BEIJING’S RESPONSE: The Chinese commerce ministry and foreign ministry both opposed the EU duties. Meanwhile, China announced a probe into EU brandy imports, reported Reuters. This is the second EU product, after pork, that China has investigated as a countermeasure. Xinhua quoted data from the China Passenger Car Association (CPCA) and said the export of “new energy” vehicles (NEVs) in June reached 80,000, up 12.3% year-on-year. However, the CPCA told Reuters that the June number was actually 20-30 percentage points lower than expected growth due to the EU tariffs. The newswire quoted the association saying: “Our (NEV export) growth used to be at least 30-40%, and it has slowed to only more than 10%, meaning (the tariffs) had a 20-30 percentage point impact on (NEV export growth), a conspicuous short-term impact.” Chinese manufacturer Neta Auto viewed the EU tariffs as a “temporary setback” that would incentivise Chinese companies to explore other overseas markets, such as in Africa, according to the SCMP.

OTHER COUNTRIES: Following similar moves by the EU and US, Canada was also considering raising tariffs and blocking Chinese investments, with an intention to “deter Chinese-made electric vehicles from accessing the Canadian market”, said Bloomberg. ASEAN members, such as Thailand and Indonesia, also expressed “concerns about the negative effects of massive Chinese imports”, reported the SCMP, but no measures have been announced so far. Meanwhile, leading Chinese EV maker BYD announced plans to build a factory in Turkey, BBC News reported, noting that, as Turkey is part of the EU Customs Union, it will be able to bypass EU tariffs. The announcement came after the Turkish government had also announced tariffs on Chinese EVs, as reported in the 13 June edition of China Briefing.

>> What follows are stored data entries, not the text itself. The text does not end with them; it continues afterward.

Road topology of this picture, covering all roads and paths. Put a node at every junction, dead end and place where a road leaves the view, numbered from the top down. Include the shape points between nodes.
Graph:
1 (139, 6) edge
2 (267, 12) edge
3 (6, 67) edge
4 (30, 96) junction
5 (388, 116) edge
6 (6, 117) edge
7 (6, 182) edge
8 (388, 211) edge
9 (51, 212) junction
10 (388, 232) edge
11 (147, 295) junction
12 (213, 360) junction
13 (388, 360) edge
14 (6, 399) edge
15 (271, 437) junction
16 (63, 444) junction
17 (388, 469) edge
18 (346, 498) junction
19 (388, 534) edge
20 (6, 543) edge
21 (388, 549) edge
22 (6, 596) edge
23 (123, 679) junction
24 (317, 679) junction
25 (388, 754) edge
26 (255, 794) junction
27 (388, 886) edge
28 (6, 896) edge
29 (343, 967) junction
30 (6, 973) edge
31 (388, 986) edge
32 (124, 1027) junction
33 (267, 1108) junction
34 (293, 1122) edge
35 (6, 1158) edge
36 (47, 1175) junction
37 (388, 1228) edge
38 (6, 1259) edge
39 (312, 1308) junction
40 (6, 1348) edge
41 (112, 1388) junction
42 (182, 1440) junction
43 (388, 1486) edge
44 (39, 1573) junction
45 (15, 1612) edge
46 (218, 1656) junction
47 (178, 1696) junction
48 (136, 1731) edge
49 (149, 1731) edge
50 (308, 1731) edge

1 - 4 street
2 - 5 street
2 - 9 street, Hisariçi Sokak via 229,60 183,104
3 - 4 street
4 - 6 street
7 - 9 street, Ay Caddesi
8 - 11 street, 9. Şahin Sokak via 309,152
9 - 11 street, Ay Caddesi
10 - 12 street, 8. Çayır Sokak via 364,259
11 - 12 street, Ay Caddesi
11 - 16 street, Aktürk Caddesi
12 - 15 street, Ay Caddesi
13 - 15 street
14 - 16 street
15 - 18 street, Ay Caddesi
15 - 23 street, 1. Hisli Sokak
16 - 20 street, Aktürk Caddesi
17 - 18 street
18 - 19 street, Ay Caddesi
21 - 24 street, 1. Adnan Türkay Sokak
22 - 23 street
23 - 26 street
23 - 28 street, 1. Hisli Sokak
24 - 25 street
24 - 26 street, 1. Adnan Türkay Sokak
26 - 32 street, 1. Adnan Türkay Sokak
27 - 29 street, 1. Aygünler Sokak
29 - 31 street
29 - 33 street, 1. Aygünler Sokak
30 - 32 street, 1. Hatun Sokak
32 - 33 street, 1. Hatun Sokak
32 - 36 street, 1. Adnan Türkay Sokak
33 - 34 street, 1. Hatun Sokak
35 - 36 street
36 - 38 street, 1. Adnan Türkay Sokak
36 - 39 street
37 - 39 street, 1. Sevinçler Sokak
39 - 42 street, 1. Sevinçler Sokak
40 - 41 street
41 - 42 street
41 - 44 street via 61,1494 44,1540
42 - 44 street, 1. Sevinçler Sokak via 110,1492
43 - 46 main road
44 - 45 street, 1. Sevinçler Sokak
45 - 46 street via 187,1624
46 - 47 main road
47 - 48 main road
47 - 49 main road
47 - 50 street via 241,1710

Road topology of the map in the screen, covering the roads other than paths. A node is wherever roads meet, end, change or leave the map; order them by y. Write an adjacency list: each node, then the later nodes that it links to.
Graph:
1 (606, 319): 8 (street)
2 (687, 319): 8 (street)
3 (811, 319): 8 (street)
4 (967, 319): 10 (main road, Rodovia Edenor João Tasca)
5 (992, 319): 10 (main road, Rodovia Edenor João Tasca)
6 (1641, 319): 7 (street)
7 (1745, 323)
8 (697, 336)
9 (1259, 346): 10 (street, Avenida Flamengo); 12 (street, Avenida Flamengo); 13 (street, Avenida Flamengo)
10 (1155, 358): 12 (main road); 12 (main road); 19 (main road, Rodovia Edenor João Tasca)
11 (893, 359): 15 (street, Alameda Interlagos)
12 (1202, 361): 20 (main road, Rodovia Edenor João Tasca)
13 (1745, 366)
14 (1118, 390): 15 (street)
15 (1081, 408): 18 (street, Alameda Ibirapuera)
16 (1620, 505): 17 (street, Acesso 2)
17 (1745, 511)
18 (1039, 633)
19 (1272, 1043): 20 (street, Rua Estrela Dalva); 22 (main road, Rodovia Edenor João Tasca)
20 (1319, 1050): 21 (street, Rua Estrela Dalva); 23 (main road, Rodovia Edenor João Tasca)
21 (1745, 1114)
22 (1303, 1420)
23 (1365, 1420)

China published draft carbon market rules

EMISSIONS ALLOWANCES: China has published draft rules aiming to “reduc[e] an oversupply of permits” in its national carbon market, Bloomberg reported. Participants would no longer be able to borrow allowances from “future years” and the rules on “carrying over unused permits from previous years” would become stricter, if the draft rules are enacted, added the outlet. Yan Qin, lead carbon analyst at London Stock Exchange Group (LSEG), was quoted by the news outlet saying “the confirmation of supply tightening will send a strong signal to the market participants”.

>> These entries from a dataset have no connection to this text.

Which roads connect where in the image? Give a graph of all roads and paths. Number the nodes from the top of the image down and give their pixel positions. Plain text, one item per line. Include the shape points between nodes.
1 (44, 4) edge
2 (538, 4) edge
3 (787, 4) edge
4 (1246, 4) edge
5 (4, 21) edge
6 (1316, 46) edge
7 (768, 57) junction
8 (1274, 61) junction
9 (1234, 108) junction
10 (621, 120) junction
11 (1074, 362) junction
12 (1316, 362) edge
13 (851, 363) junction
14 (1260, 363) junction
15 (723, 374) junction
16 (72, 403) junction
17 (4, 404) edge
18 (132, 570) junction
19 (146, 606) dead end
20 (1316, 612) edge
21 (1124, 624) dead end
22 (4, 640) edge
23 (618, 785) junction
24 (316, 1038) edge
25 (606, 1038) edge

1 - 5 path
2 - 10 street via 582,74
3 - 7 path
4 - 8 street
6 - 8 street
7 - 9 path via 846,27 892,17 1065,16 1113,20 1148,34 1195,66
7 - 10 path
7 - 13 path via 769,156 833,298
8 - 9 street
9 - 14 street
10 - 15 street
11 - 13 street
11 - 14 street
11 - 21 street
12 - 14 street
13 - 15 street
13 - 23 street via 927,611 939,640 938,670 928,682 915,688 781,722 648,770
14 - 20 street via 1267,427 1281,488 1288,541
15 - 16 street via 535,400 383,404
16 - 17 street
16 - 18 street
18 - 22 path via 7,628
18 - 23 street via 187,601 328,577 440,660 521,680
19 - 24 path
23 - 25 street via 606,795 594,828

CLOSING LOOPHOLES: The market has seen “companies hoarding carbon permits in anticipation of tightening allocations, leading to very low liquidity in the carbon market”, financial media outlet Caixin said. The business newspaper added that strict penalties in the interim carbon market rules issued in January encouraged traders to “stor[e] their quotas for the future, rather than selling [them]”, adding that “previous expectations of tighter quota allocations for emissions-controlled companies have heightened the perceived value” of allowances, it added. The draft rules, according to an anonymous source interviewed by Caixin, “means that the quotas previously hoarded by emissions-controlled companies and not traded will lose their value after a set period, potentially releasing more supply”.

Spotlight 

Analysis: China’s clean energy pushes coal to record-low 53% share of power in May 2024

Last November, Carbon Brief published analysis suggesting that China’s carbon dioxide (CO2) emissions might have peaked, with this being reinforced by analysis published in May.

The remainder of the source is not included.